CACI 730 Emergency Vehicle Exemption (Veh. Code, § 21055)
California Civil Jury Instructions CACI
730 Emergency Vehicle Exemption (Veh. Code, § 21055)
[Name of defendant] claims that [name of public employee] was not required to comply with Vehicle Code section [insert section number] because [he/she/nonbinary pronoun] was operating an authorized emergency vehicle and was responding to an emergency at the time of the accident.
To establish that [name of public employee] was not required to comply with section [insert section number], [name of defendant] must prove all of the following:
1.That [name of public employee] was operating an authorized emergency vehicle;
2.That [name of public employee] was responding to an emergency situation at the time of the accident; and
3.That [name of public employee] sounded a siren when reasonably necessary and displayed front red warning lights.
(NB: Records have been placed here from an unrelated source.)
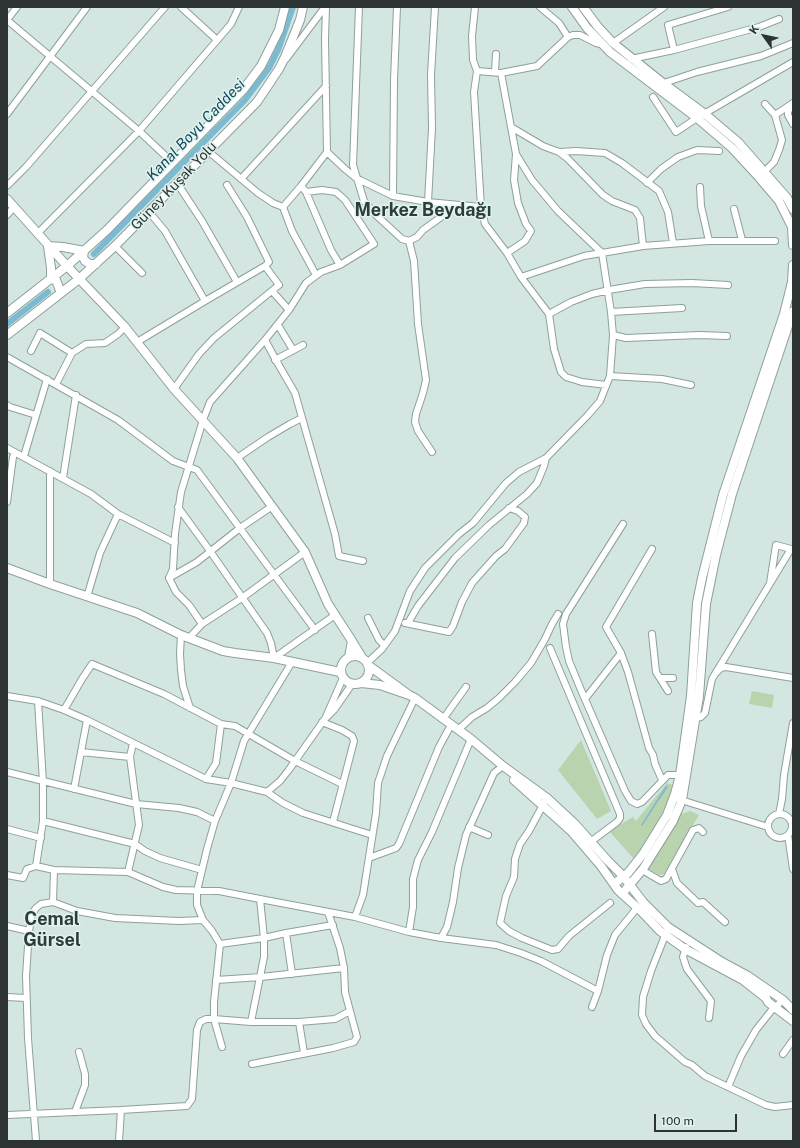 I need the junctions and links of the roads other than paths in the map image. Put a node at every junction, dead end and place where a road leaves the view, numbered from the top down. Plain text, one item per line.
1 (17, 7) edge
2 (86, 7) edge
3 (165, 7) edge
4 (180, 7) edge
5 (239, 7) edge
6 (285, 7) edge
7 (303, 7) edge
8 (326, 7) edge
9 (359, 7) edge
10 (397, 7) edge
11 (435, 7) edge
12 (474, 7) edge
13 (540, 7) edge
14 (572, 7) edge
15 (583, 7) edge
16 (664, 7) edge
17 (728, 7) edge
18 (780, 19) dead end
19 (7, 20) edge
20 (568, 37) junction
21 (216, 40) junction
22 (793, 43) edge
23 (601, 44) junction
24 (613, 44) junction
25 (674, 50) junction
26 (496, 54) dead end
27 (51, 56) junction
28 (632, 59) junction
29 (793, 62) edge
30 (622, 63) junction
31 (279, 69) junction
32 (477, 71) junction
33 (498, 72) junction
34 (663, 83) junction
35 (326, 86) junction
36 (655, 87) junction
37 (93, 91) junction
38 (653, 96) dead end
39 (765, 104) dead end
40 (791, 106) edge
41 (7, 114) edge
42 (705, 114) junction
43 (774, 115) junction
44 (697, 118) junction
45 (793, 124) edge
46 (511, 126) junction
47 (139, 131) junction
48 (208, 151) junction
49 (718, 151) dead end
50 (326, 152) junction
51 (559, 152) junction
52 (516, 154) junction
53 (173, 163) junction
54 (765, 171) junction
55 (356, 178) junction
56 (241, 179) junction
57 (177, 183) junction
58 (647, 183) junction
59 (227, 185) dead end
60 (7, 186) edge
61 (301, 186) junction
62 (700, 187) dead end
63 (306, 192) junction
64 (392, 196) junction
65 (7, 200) edge
66 (428, 202) junction
67 (283, 206) junction
68 (14, 207) junction
69 (481, 207) junction
70 (734, 209) dead end
71 (793, 209) edge
72 (149, 212) junction
73 (444, 214) dead end
74 (7, 215) edge
75 (37, 234) junction
76 (793, 238) edge
77 (742, 240) junction
78 (775, 240) dead end
79 (409, 241) junction
80 (708, 241) junction
81 (673, 243) junction
82 (793, 245) edge
83 (48, 246) junction
84 (115, 246) junction
85 (643, 246) junction
86 (84, 251) junction
87 (507, 253) junction
88 (602, 253) junction
89 (96, 264) junction
90 (340, 265) junction
91 (793, 265) edge
92 (67, 266) junction
93 (265, 266) junction
94 (142, 273) dead end
95 (316, 275) junction
96 (521, 277) junction
97 (51, 279) junction
98 (78, 279) junction
99 (237, 282) junction
100 (728, 285) dead end
101 (609, 290) junction
102 (272, 291) junction
103 (61, 293) junction
104 (204, 300) junction
105 (682, 308) dead end
106 (289, 310) junction
107 (793, 311) edge
108 (612, 312) junction
109 (7, 313) edge
110 (549, 314) junction
111 (278, 325) junction
112 (125, 327) junction
113 (7, 334) edge
114 (613, 335) junction
115 (727, 336) dead end
116 (265, 340) junction
117 (138, 342) junction
118 (303, 345) dead end
119 (294, 350) junction
120 (32, 351) dead end
121 (72, 353) junction
122 (7, 357) edge
123 (275, 360) junction
124 (610, 376) junction
125 (47, 379) junction
126 (56, 384) junction
127 (606, 385) junction
128 (691, 385) dead end
129 (174, 388) junction
130 (76, 395) junction
131 (7, 405) edge
132 (36, 415) junction
133 (302, 418) junction
134 (202, 420) junction
135 (7, 448) edge
136 (15, 452) junction
137 (432, 452) dead end
138 (24, 456) junction
139 (236, 458) junction
140 (546, 458) junction
141 (188, 466) junction
142 (50, 471) junction
143 (63, 478) junction
144 (8, 502) edge
145 (178, 507) junction
146 (271, 507) junction
147 (509, 508) junction
148 (118, 514) junction
149 (623, 524) dead end
150 (240, 528) junction
151 (175, 543) junction
152 (652, 549) dead end
153 (210, 550) junction
154 (305, 552) junction
155 (363, 561) dead end
156 (7, 568) edge
157 (273, 574) junction
158 (169, 578) junction
159 (770, 583) junction
160 (50, 584) junction
161 (87, 596) junction
162 (242, 598) junction
163 (558, 614) dead end
164 (335, 615) junction
165 (368, 618) dead end
166 (399, 621) junction
167 (408, 623) junction
168 (202, 624) junction
169 (315, 630) junction
170 (652, 634) dead end
171 (185, 637) junction
172 (352, 641) junction
173 (384, 645) junction
174 (550, 648) dead end
175 (620, 653) junction
176 (349, 657) junction
177 (274, 658) junction
178 (292, 662) junction
179 (366, 662) junction
180 (715, 674) junction
181 (342, 675) junction
182 (660, 678) junction
183 (673, 678) dead end
184 (793, 678) edge
185 (361, 683) junction
186 (352, 684) junction
187 (466, 687) dead end
188 (668, 691) dead end
189 (7, 696) edge
190 (412, 697) junction
191 (585, 699) junction
192 (38, 701) junction
193 (190, 708) junction
194 (64, 710) junction
195 (696, 718) junction
196 (443, 719) junction
197 (87, 720) junction
198 (323, 721) junction
199 (793, 723) edge
200 (221, 724) junction
201 (451, 725) junction
202 (458, 730) junction
203 (792, 731) edge
204 (248, 733) junction
205 (471, 739) junction
206 (133, 743) junction
207 (81, 752) junction
208 (130, 757) junction
209 (295, 761) junction
210 (503, 766) junction
211 (7, 772) edge
212 (680, 776) junction
213 (206, 779) junction
214 (662, 780) junction
215 (43, 782) junction
216 (231, 783) junction
217 (342, 784) junction
218 (74, 789) junction
219 (267, 792) junction
220 (547, 798) junction
221 (678, 799) junction
222 (136, 804) junction
223 (543, 806) junction
224 (786, 815) edge
225 (770, 820) junction
226 (43, 821) junction
227 (215, 821) junction
228 (333, 822) junction
229 (752, 822) junction
230 (793, 824) edge
231 (469, 827) junction
232 (768, 827) junction
233 (7, 829) edge
234 (703, 832) dead end
235 (372, 835) junction
236 (488, 835) dead end
237 (788, 835) junction
238 (41, 838) junction
239 (781, 838) junction
240 (136, 844) junction
241 (588, 844) junction
242 (790, 850) junction
243 (369, 858) junction
244 (36, 866) junction
245 (672, 869) junction
246 (793, 869) edge
247 (54, 870) junction
248 (202, 870) junction
249 (642, 870) junction
250 (128, 872) junction
251 (7, 875) edge
252 (623, 876) junction
253 (614, 884) junction
254 (631, 884) junction
255 (197, 891) junction
256 (622, 894) junction
257 (260, 899) junction
258 (53, 902) junction
259 (610, 902) dead end
260 (637, 908) junction
261 (328, 912) junction
262 (354, 917) junction
263 (203, 920) junction
264 (725, 922) dead end
265 (333, 925) junction
266 (7, 926) edge
267 (668, 926) junction
268 (29, 931) junction
269 (409, 932) junction
270 (286, 933) junction
271 (666, 936) junction
272 (264, 938) junction
273 (441, 938) junction
274 (690, 940) junction
275 (220, 944) junction
276 (685, 949) junction
277 (344, 968) junction
278 (292, 974) junction
279 (261, 977) junction
280 (216, 980) junction
281 (598, 991) junction
282 (7, 997) edge
283 (26, 998) junction
284 (783, 1000) junction
285 (792, 1006) edge
286 (592, 1007) dead end
287 (775, 1007) junction
288 (350, 1011) junction
289 (710, 1018) dead end
290 (214, 1019) junction
291 (793, 1021) edge
292 (251, 1022) junction
293 (299, 1022) junction
294 (793, 1040) edge
295 (222, 1047) dead end
296 (79, 1052) dead end
297 (304, 1053) junction
298 (783, 1054) dead end
299 (252, 1064) dead end
300 (728, 1087) junction
301 (793, 1106) edge
302 (121, 1110) junction
303 (75, 1112) junction
304 (34, 1114) junction
305 (7, 1115) edge
306 (36, 1141) edge
307 (119, 1141) edge

1 - 19 street
2 - 27 street
3 - 37 street
4 - 21 street
5 - 21 street
6 - 53 main road, Güney Kuşak Yolu
7 - 31 main road, Güney Kuşak Yolu
8 - 31 street
8 - 35 street
9 - 55 street
10 - 64 street
11 - 66 street
12 - 32 street
13 - 20 street
14 - 23 main road
15 - 24 main road
16 - 24 street
17 - 25 street
18 - 25 street
19 - 27 street
20 - 23 street
20 - 33 street
21 - 47 street
22 - 34 street
23 - 30 main road
24 - 28 main road
25 - 28 street
26 - 33 street
27 - 37 street
27 - 41 street
28 - 30 street
28 - 34 main road
29 - 42 street
30 - 36 main road
31 - 48 main road, Güney Kuşak Yolu
32 - 33 street
32 - 69 street
33 - 46 street
34 - 36 street
34 - 42 main road
35 - 50 street
35 - 56 street
36 - 44 main road
37 - 47 street
37 - 60 street
38 - 44 street
39 - 43 street
40 - 43 street
40 - 45 street
42 - 44 street
42 - 54 main road
43 - 54 street
44 - 76 main road
46 - 51 street
46 - 52 street
47 - 53 street
47 - 75 street
48 - 56 street
48 - 57 main road, Güney Kuşak Yolu
49 - 58 street
50 - 55 street
50 - 61 street
51 - 58 street
51 - 85 street
52 - 87 street
52 - 88 street
53 - 86 main road, Güney Kuşak Yolu
54 - 71 main road
55 - 64 street
55 - 79 street
56 - 67 street
57 - 72 main road, Güney Kuşak Yolu
57 - 99 street
58 - 81 street
59 - 93 street
61 - 63 street
61 - 67 street
62 - 80 street
63 - 90 street
63 - 90 street
64 - 66 street
65 - 68 main road
66 - 69 street
67 - 95 street
68 - 74 street
68 - 75 main road
69 - 87 street
70 - 77 street
72 - 84 main road, Güney Kuşak Yolu
72 - 104 street
73 - 79 street
75 - 83 main road
76 - 82 main road
77 - 78 street
77 - 80 street
79 - 137 street
80 - 81 street
81 - 85 street
83 - 86 main road
83 - 92 main road
83 - 97 main road
84 - 89 main road, Güney Kuşak Yolu
84 - 94 street
85 - 88 street
86 - 89 main road
86 - 92 main road, Güney Kuşak Yolu
87 - 96 street
88 - 96 street
88 - 101 street
89 - 98 main road, Güney Kuşak Yolu
90 - 95 street
91 - 212 main road
92 - 97 main road, Güney Kuşak Yolu
92 - 98 main road
93 - 99 street
93 - 102 street
95 - 106 street
96 - 110 street
97 - 103 main road
97 - 109 main road, Güney Kuşak Yolu
98 - 103 main road, Güney Kuşak Yolu
98 - 112 main road
99 - 104 street
100 - 101 street
101 - 108 street
101 - 110 street
102 - 106 street
102 - 129 street
103 - 113 main road, Güney Kuşak Yolu
104 - 117 street
105 - 108 street
106 - 111 street
107 - 195 main road
108 - 114 street
110 - 127 street
111 - 116 street
111 - 119 street
112 - 117 main road
112 - 121 street
114 - 115 street
114 - 124 street
116 - 123 street
116 - 134 street
117 - 129 main road
118 - 119 street
119 - 123 street
120 - 121 street
121 - 126 street
122 - 125 street
123 - 133 street
124 - 127 street
124 - 128 street
125 - 126 street
125 - 132 street
126 - 130 street
127 - 140 street
129 - 134 main road
130 - 141 street
130 - 143 street
131 - 132 street
132 - 138 street
133 - 139 street
133 - 155 street
134 - 139 main road
134 - 141 street
135 - 136 street
136 - 138 street
136 - 144 street
138 - 142 street
139 - 146 main road
140 - 147 street
140 - 166 street
141 - 145 street
141 - 150 street
142 - 143 street
142 - 160 street
143 - 148 street
145 - 151 street
145 - 153 street
146 - 150 street
146 - 154 main road
147 - 167 street
147 - 167 street
148 - 151 street
148 - 161 street
149 - 191 street
150 - 153 street
150 - 157 street
151 - 158 street
152 - 175 street
153 - 158 street
153 - 162 street
154 - 157 street
154 - 164 main road
156 - 160 main road
157 - 162 street
157 - 169 street
158 - 168 street
159 - 159 street
159 - 180 street
160 - 161 main road
161 - 171 main road
162 - 168 street
162 - 177 street
163 - 202 street
164 - 169 street
164 - 172 main road
165 - 173 street
166 - 167 street
166 - 173 street
168 - 171 street
169 - 177 street
170 - 182 street
171 - 177 main road
171 - 193 street
172 - 176 main road
172 - 179 main road
173 - 179 street
174 - 241 street
175 - 191 street
175 - 214 street
176 - 179 main road
176 - 181 main road
177 - 178 main road
178 - 181 main road
178 - 204 street
179 - 185 main road
179 - 190 main road
180 - 184 street
180 - 195 street
181 - 186 main road
181 - 198 street
182 - 183 street
182 - 188 street
185 - 186 main road
185 - 190 main road
186 - 198 street
187 - 196 street
189 - 192 street
190 - 196 main road
190 - 235 street
191 - 214 street
192 - 194 street
192 - 215 street
193 - 194 street
193 - 200 street
194 - 197 street
195 - 221 main road
196 - 201 main road
197 - 206 street
197 - 207 street
198 - 209 street
198 - 217 street
199 - 203 street
200 - 204 street
200 - 213 street
201 - 202 main road
201 - 243 street
202 - 205 main road
203 - 224 street
204 - 209 street
204 - 216 street
205 - 210 main road
205 - 269 street
206 - 208 street
206 - 213 street
207 - 208 street
207 - 218 street
208 - 222 street
209 - 217 street
209 - 219 street
210 - 220 main road
210 - 223 main road
210 - 231 street
211 - 215 street
212 - 214 street
212 - 221 main road
213 - 216 street
215 - 218 street
215 - 226 street
216 - 219 street
216 - 227 street
217 - 228 street
218 - 222 street
219 - 228 street
220 - 223 street
220 - 241 main road
221 - 229 street
221 - 249 main road
221 - 252 main road
222 - 227 street
222 - 240 street
223 - 241 main road
223 - 259 street
224 - 225 street
224 - 230 street
225 - 229 street
225 - 232 street
226 - 238 street
226 - 240 street
227 - 248 street
228 - 235 street
229 - 232 street
230 - 237 street
231 - 236 street
231 - 273 street
232 - 239 street
233 - 238 street
234 - 245 street
235 - 243 street
237 - 239 street
237 - 242 street
238 - 244 street
239 - 242 street
240 - 248 street
240 - 250 street
241 - 252 main road
241 - 253 main road
242 - 246 street
243 - 262 street
244 - 247 street
244 - 251 street
245 - 249 street
245 - 264 street
247 - 250 street
247 - 258 street
248 - 255 street
249 - 254 main road
250 - 255 street
252 - 253 main road
252 - 254 main road
253 - 256 main road
254 - 256 main road
254 - 267 main road
255 - 257 street
255 - 263 street
256 - 260 main road
257 - 261 street
257 - 272 street
258 - 263 street
258 - 268 street
260 - 271 main road
260 - 281 street
261 - 262 street
261 - 265 street
262 - 269 street
263 - 275 street
265 - 270 street
265 - 277 street
266 - 268 street
267 - 271 street
267 - 274 main road
268 - 283 street
269 - 273 street
270 - 272 street
270 - 278 street
271 - 276 main road
271 - 300 street
272 - 275 street
272 - 279 street
273 - 281 street
274 - 276 street
274 - 284 main road
275 - 280 street
276 - 287 main road
276 - 289 street
277 - 278 street
277 - 288 street
278 - 279 street
279 - 280 street
279 - 292 street
280 - 290 street
281 - 286 street
282 - 283 street
283 - 304 street
284 - 285 main road
284 - 287 street
287 - 291 main road
287 - 300 street
288 - 293 street
288 - 297 street
290 - 292 street
290 - 295 street
290 - 302 street
292 - 293 street
293 - 297 street
294 - 298 street
296 - 303 street
297 - 299 street
300 - 301 street
302 - 303 street
302 - 307 street
303 - 304 street
304 - 305 street
304 - 306 street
If you decide that [name of defendant] proved all of these things, then you cannot find it negligent for a violation of section [insert section number]. However, even if you decide that [name of defendant] proved all of these things, you may find it negligent if [name of public employee] failed to operate [his/her/nonbinary pronoun] vehicle with reasonable care, taking into account the emergency situation.
Directions for Use
For a definition of “emergency,” see CACI No. 731, Definition of “Emergency.”
Sources and Authority
•Authorized Emergency Vehicle Exemption. Vehicle Code section 21055.
•“Authorized Emergency Vehicle” Defined. Vehicle Code section 165.
•Authorized Emergency Vehicle: Public Employee Immunity. Vehicle Code section 17004.
•“The purpose of the statute is to provide a ‘clear and speedy pathway’ for these municipal vehicles on their flights to emergencies in which the entire public are necessarily concerned.” (Peerless Laundry Services v. City of Los Angeles (1952) 109 Cal.App.2d 703, 707 [241 P.2d 269].)
•Vehicle Code section 21056 provides: “Section 21055 does not relieve the driver of a vehicle from the duty to drive with due regard for the safety of all persons using the highway, nor protect him from the consequences of an arbitrary exercise of the privileges granted in that section.”
•“The effect of Vehicle Code sections 21055 and 21056 is: where the driver of an authorized emergency vehicle is engaged in a specified emergency function he may violate certain rules of the road, such as speed and right of way laws, if he activates his red light and where necessary his siren in order to alert other users of the road to the situation. In such circumstances the driver may not be held to be negligent solely upon the violation of specified rules of the road, but may be held to be negligent if he fails to exercise due regard for the safety of others under the circumstances. Where the driver of an emergency vehicle fails to activate his red light, and where necessary his siren, he is not exempt from the rules of the road even though he may be engaged in a proper emergency function, and negligence may be based upon the violation of the rules of the road.” (City of Sacramento v. Superior Court (1982) 131 Cal.App.3d 395, 402–403 [182 Cal.Rptr. 443], internal citations omitted.)
•“Notwithstanding [Vehicle Code section 17004], a public entity is liable for injuries proximately caused by negligent acts or omissions in the operation of any motor vehicle by an employee of the public entity, acting within the scope of his or her employment.” (City of San Jose v. Superior Court (1985) 166 Cal.App.3d 695, 698 [212 Cal.Rptr. 661], internal citations omitted.)
•“If the driver of an authorized emergency vehicle is responding to an emergency call and gives the prescribed warnings by red light and siren, a charge of negligence against him may not be predicated on his violation of the designated Vehicle Code sections; but if he does not give the warnings, the contrary is true; and in the event the charged negligence is premised on conduct without the scope of the exemption a common-law standard of care is applicable.” (Grant v. Petronella (1975) 50 Cal.App.3d 281, 286 [123 Cal.Rptr. 399], internal citations omitted.)
•“Where the driver of an emergency vehicle responding to an emergency call does not give the warnings prescribed by section 21055, the legislative warning policy expressed in that section dictates the conclusion [that] the common-law standard of care governing his conduct does not include a consideration of the emergency circumstances attendant upon his response to an emergency call.” (Grant, supra, 50 Cal.App.3d at p. 289, footnote omitted.)
•The exemption created by section 21055 is an affirmative defense, and the defendant must prove compliance with the conditions. (Washington v. City and County of San Francisco (1954) 123 Cal.App.2d 235, 242 [266 P.2d 828].)
•“In short the statute exempts the employer of such a driver from liability for negligence attributable to his failure to comply with specified statutory provisions, but it does not in any manner purport to exempt the employer from liability due to negligence attributable to the driver’s failure to maintain that standard of care imposed by the common law.” (Torres v. City of Los Angeles (1962) 58 Cal.2d 35, 47 [22 Cal.Rptr. 866, 372 P.2d 906].)